Bug 60567 - XSSFReader caused OutOfMemoryError when reading a large excel file in HDFS as inputStream
Summary: XSSFReader caused OutOfMemoryError when reading a large excel file in HDFS as...
Status: RESOLVED INVALID
Alias: None
Product: POI
Classification: Unclassified
Component: XSSF (show other bugs)
Version: 3.15-FINAL
Hardware: PC All
: P2 enhancement (vote)
Target Milestone: ---
Assignee: POI Developers List
URL:
Keywords:
Depends on:
Blocks:
 
Reported: 2017-01-10 00:20 UTC by Dejian Tu
Modified: 2017-05-17 09:11 UTC (History)
2 users (show)



Attachments

Note You need to log in before you can comment on or make changes to this bug.
Description Dejian Tu 2017-01-10 00:20:06 UTC
My project is using POI library to read excel file in HDFS. The API I used is as below:
==================
// inputStream is generated from a HDFS path, because OPCPackage could
// not recognize HDFS path directly.
XSSFReader xssfReader = new XSSFReader(OPCPackage.open(inputStream));
==================

The excel file has around 1,000,000 rows of simple data (columns like name, id, address, etc.), and the file size is around 140MB. When I run my project, the process consumes about 3.25GB memory, which is much bigger than the excel file size.

AFAIK, reading from a String path or File uses much less memory than reading from inputStream for XSSFReader. But for my case, because the excel file is in HDFS file system, we could not pass the HDFS path to XSSFReader directly.

Could you please help to fix the issue that XSSFReader uses much more memory when reading from inputStream?

Thank you.
Comment 1 Javen O'Neal 2017-01-19 08:30:43 UTC
1,000,000 rows is massive. That's nearly the maximum number of rows allowed per the file format specification.

140 MB file size is massive. Keep in mind that this is zipped XML files, and I would expect 90-95% compression for these files. Unzip this on your hard drive to see how much disk space is consumed when you expand it. It should be in the neighborhood of 1-3 GB.

You're also opening the file via an input stream, which has some memory overhead.

Therefore, 3.25 GB of memory consumption is reasonable in this case, considering input stream overhead, memory alignment, garbage collection, temporary files for unzipping, maintaining references to files in the unzipped directory structure, creating XML trees for the minimum files needed for XSSFReader.

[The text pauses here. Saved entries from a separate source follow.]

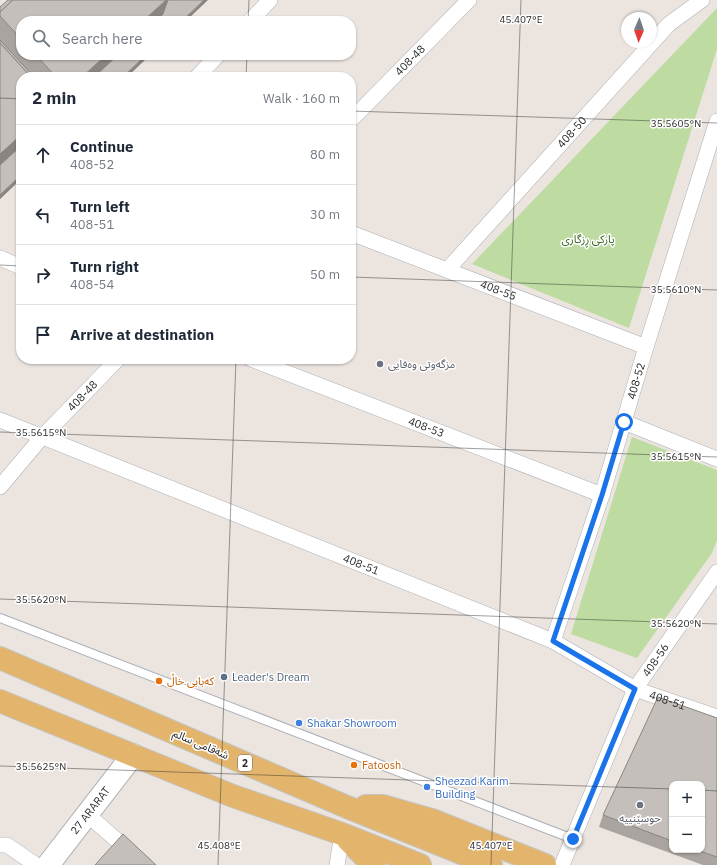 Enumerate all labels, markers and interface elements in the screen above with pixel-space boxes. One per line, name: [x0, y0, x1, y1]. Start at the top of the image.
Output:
north arrow: [621, 12, 657, 48]
text: 45.407°E: [499, 13, 543, 26]
search box: [16, 16, 356, 60]
icon: search: [30, 27, 52, 49]
text: Search here: [62, 29, 142, 48]
street label: 408-48: [392, 42, 428, 78]
text: 2 min: [32, 87, 76, 109]
text: Walk · 160 m: [263, 90, 340, 107]
street label: 408-50: [554, 113, 589, 151]
text: 35.5605°N: [651, 117, 701, 130]
text: Continue: [70, 137, 134, 156]
icon: ahead: [32, 144, 54, 166]
text: 80 m: [310, 146, 340, 163]
text: 408-52: [70, 156, 114, 173]
text: Turn left: [70, 197, 130, 216]
icon: left: [32, 204, 54, 226]
text: 30 m: [310, 206, 340, 223]
text: 408-51: [70, 216, 114, 233]
park label: پارکی ڕزگاری: [561, 232, 615, 248]
text: Turn right: [70, 257, 139, 276]
icon: right: [32, 264, 54, 286]
text: 50 m: [310, 266, 340, 283]
text: 408-54: [70, 276, 114, 293]
street label: 408-55: [478, 277, 518, 303]
text: 35.5610°N: [651, 283, 701, 296]
icon: arrive: [32, 324, 54, 346]
text: Arrive at destination: [70, 325, 214, 344]
place label: مزگەوتی وەفایی: [388, 357, 456, 371]
marker: مزگەوتی وەفایی: [375, 359, 385, 369]
street label: 408-52: [624, 361, 648, 401]
street label: 408-48: [64, 377, 100, 414]
route start: [615, 413, 633, 431]
street label: 408-53: [406, 414, 446, 440]
text: 35.5615°N: [16, 426, 66, 439]
text: 35.5615°N: [651, 450, 701, 463]
street label: 408-51: [341, 551, 382, 578]
text: 35.5620°N: [16, 593, 66, 606]
text: 35.5620°N: [651, 617, 701, 630]
street label: 408-56: [639, 641, 672, 679]
place label: Leader's Dream: [232, 670, 310, 684]
marker: Leader's Dream: [219, 672, 229, 682]
place label: کەبابی خاڵ: [167, 673, 214, 688]
marker: کەبابی خاڵ: [154, 676, 164, 686]
street label: 408-51: [648, 687, 688, 713]
place label: Shakar Showroom: [307, 716, 397, 730]
marker: Shakar Showroom: [294, 718, 304, 728]
street label: شەقامی سالم: [170, 726, 231, 764]
road number: 2: [238, 755, 252, 771]
place label: Fatoosh: [362, 758, 401, 772]
text: 35.5625°N: [16, 760, 66, 773]
marker: Fatoosh: [349, 760, 359, 770]
place label: Sheezad Karim Building: [435, 774, 509, 801]
map controls: [669, 781, 705, 853]
button: +: [669, 781, 705, 817]
marker: Sheezad Karim Building: [422, 782, 432, 792]
street label: 27 ARARAT: [67, 783, 113, 837]
marker: حوسێنییە: [635, 800, 645, 810]
place label: حوسێنییە: [619, 811, 661, 825]
button: −: [669, 817, 705, 853]
route end: [564, 830, 582, 848]
text: 45.408°E: [197, 839, 241, 852]
text: 45.407°E: [469, 839, 513, 852]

If you have any suggestions and could contribute a patch towards lowering XSSFReader's memory footprint, we'd greatly appreciate the help.
Comment 2 Javen O'Neal 2017-01-19 08:37:53 UTC
(In reply to Dejian Tu from comment #0)
> AFAIK, reading from a String path or File uses much less memory than reading
> from inputStream for XSSFReader. But for my case, because the excel file is
> in HDFS file system, we could not pass the HDFS path to XSSFReader directly.

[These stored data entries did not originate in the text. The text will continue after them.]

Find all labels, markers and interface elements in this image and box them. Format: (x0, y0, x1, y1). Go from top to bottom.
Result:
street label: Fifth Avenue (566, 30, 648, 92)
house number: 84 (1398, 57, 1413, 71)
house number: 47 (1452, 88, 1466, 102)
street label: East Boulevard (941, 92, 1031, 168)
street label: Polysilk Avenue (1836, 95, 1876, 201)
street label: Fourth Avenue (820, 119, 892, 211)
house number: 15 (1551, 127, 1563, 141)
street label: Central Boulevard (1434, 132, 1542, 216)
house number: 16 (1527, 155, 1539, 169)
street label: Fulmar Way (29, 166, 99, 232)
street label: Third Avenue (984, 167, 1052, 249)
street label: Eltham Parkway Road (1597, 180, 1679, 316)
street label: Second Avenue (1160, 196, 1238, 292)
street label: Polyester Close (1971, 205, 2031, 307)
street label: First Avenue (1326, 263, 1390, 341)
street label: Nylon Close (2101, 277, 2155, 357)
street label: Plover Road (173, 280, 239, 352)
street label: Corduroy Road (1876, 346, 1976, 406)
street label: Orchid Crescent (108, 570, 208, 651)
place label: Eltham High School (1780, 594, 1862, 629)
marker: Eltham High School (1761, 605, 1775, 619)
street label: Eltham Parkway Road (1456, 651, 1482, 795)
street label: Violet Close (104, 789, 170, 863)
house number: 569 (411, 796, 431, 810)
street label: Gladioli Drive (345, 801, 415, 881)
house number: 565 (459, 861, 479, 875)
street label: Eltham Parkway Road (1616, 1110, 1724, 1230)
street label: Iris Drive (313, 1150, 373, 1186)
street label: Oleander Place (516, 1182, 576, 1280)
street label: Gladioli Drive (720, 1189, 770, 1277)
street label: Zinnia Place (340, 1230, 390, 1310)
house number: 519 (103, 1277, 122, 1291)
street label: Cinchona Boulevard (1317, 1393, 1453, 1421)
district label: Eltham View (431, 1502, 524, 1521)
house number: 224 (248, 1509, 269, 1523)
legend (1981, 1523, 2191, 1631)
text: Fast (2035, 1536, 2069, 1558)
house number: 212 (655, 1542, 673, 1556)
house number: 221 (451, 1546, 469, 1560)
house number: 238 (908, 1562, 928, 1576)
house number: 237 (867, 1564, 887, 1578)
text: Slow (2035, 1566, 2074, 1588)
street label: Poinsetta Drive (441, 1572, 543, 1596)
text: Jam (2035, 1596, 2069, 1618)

This sounds like a point for discussion on the mailing list (and perhaps Stack Overflow or other community to get suggestions on how to write a program that can deal with data stored on a distributed file system), and is not a bug without convincing evidence and a patch.
Comment 3 chenchanghan 2017-05-17 09:11:16 UTC
I encounter the same question. 700,000 rows, size:139M
I find use OPCPackage.open(inputStream) will get OutOfMemoryError,But use OPCPackage.open(filePath) run very well.